Ready to Wear: Readers subject themselves

to wardrobe rehab - The Argus

Thursday, March 13, 2003

Part 1 of 4

 By Alina Larson & Elizabeth Jardina, STAFF WRITERS

 

 Alan Kahn has two drawers devoted to tie-dye shirts. But that's not his real problem. Kahn wears the tie-dye Ts for his weekend gigs as a magician, but the rest of his wardrobe is bland.


What to wear, what to wear? For a variety of reasons that question can induce panic. Perhaps you've gained weight and live by the credo ``baggy is better.'' Or maybe you're trapped in the wrong look - the '70s, the sweatsuit, or the Jeans and T-shirt Uniform.

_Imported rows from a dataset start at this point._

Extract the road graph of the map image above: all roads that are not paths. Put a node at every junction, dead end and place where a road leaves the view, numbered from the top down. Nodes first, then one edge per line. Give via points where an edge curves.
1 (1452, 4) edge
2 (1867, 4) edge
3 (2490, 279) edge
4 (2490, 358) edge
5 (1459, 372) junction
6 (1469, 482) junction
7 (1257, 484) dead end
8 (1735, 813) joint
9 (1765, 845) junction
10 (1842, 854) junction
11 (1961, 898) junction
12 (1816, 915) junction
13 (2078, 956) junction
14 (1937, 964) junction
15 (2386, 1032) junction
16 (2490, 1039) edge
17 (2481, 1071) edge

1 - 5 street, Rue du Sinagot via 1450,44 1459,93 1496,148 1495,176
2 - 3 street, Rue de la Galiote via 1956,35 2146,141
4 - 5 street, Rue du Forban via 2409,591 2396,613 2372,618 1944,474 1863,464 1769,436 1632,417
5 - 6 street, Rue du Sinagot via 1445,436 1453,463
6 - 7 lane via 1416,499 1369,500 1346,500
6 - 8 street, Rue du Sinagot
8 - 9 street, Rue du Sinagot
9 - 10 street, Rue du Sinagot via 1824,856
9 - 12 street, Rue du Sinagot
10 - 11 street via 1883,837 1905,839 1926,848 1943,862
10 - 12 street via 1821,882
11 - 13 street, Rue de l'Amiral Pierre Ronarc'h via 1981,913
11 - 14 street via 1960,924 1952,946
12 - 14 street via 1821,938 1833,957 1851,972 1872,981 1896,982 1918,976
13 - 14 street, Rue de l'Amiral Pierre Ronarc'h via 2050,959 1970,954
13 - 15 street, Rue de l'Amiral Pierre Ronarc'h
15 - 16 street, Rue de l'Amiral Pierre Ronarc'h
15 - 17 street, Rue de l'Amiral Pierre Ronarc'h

We asked readers with wardrobe woes to come out of the closet and get a fashion fix-up courtesy of Menlo Park-based personal image designer Carla Mathis. Candidates for the assignment were brutal: ``My co-worker wears MC Hammer pants;'' frank: ``I've been arrested by the fashion police so many times I'm a fashion felon,'' and desperate: ``I will get kind of nauseous when I'm buying clothes.''

Finally, four readers chosen, we camped out in a dressing room at Stanford Shopping Center's Bloomingdale's, and the apparel adventure began.

Presto - Change-O!

Alan Kahn has two drawers devoted to tie-dye shirts. But that's not his real problem. Kahn wears the tie-dye Ts for his weekend gigs as a magician, but the rest of his wardrobe is bland.

``Jeans wear out, I buy a new pair. A flannel shirt wears out, I buy a new flannel shirt,'' says Kahn, 38, a father of two who is getting a teaching credential at San Jose State University while substitute teaching for three East Bay school districts.

 

 For the makeover the Fremont resident adds a cream sweater and a beige suede jacket over a shirt and jeans. In addition to wanting a wardrobe with style, the 130-pound, 6-foot-2-inch Kahn would like to know how to look less tall and thin.

``He's an Italian stallion,'' says Mathis. ``He's elegant and mysterious.'' She notes his salt-and-pepper hair and fine features. ``We need to support his quiet masculinity.''

To do that Kahn needs to stick to very well-made clothes of fine fabrics, preferably made by European designers. She pulls out Versace pants and a Dolce & Gabbana shirt, forbidding Kahn to ever wear anything bold or vertically striped. She chooses understated colors - chocolate, charcoal and tan.

A little mousse to Kahn's hair, and the magician is turned into a model.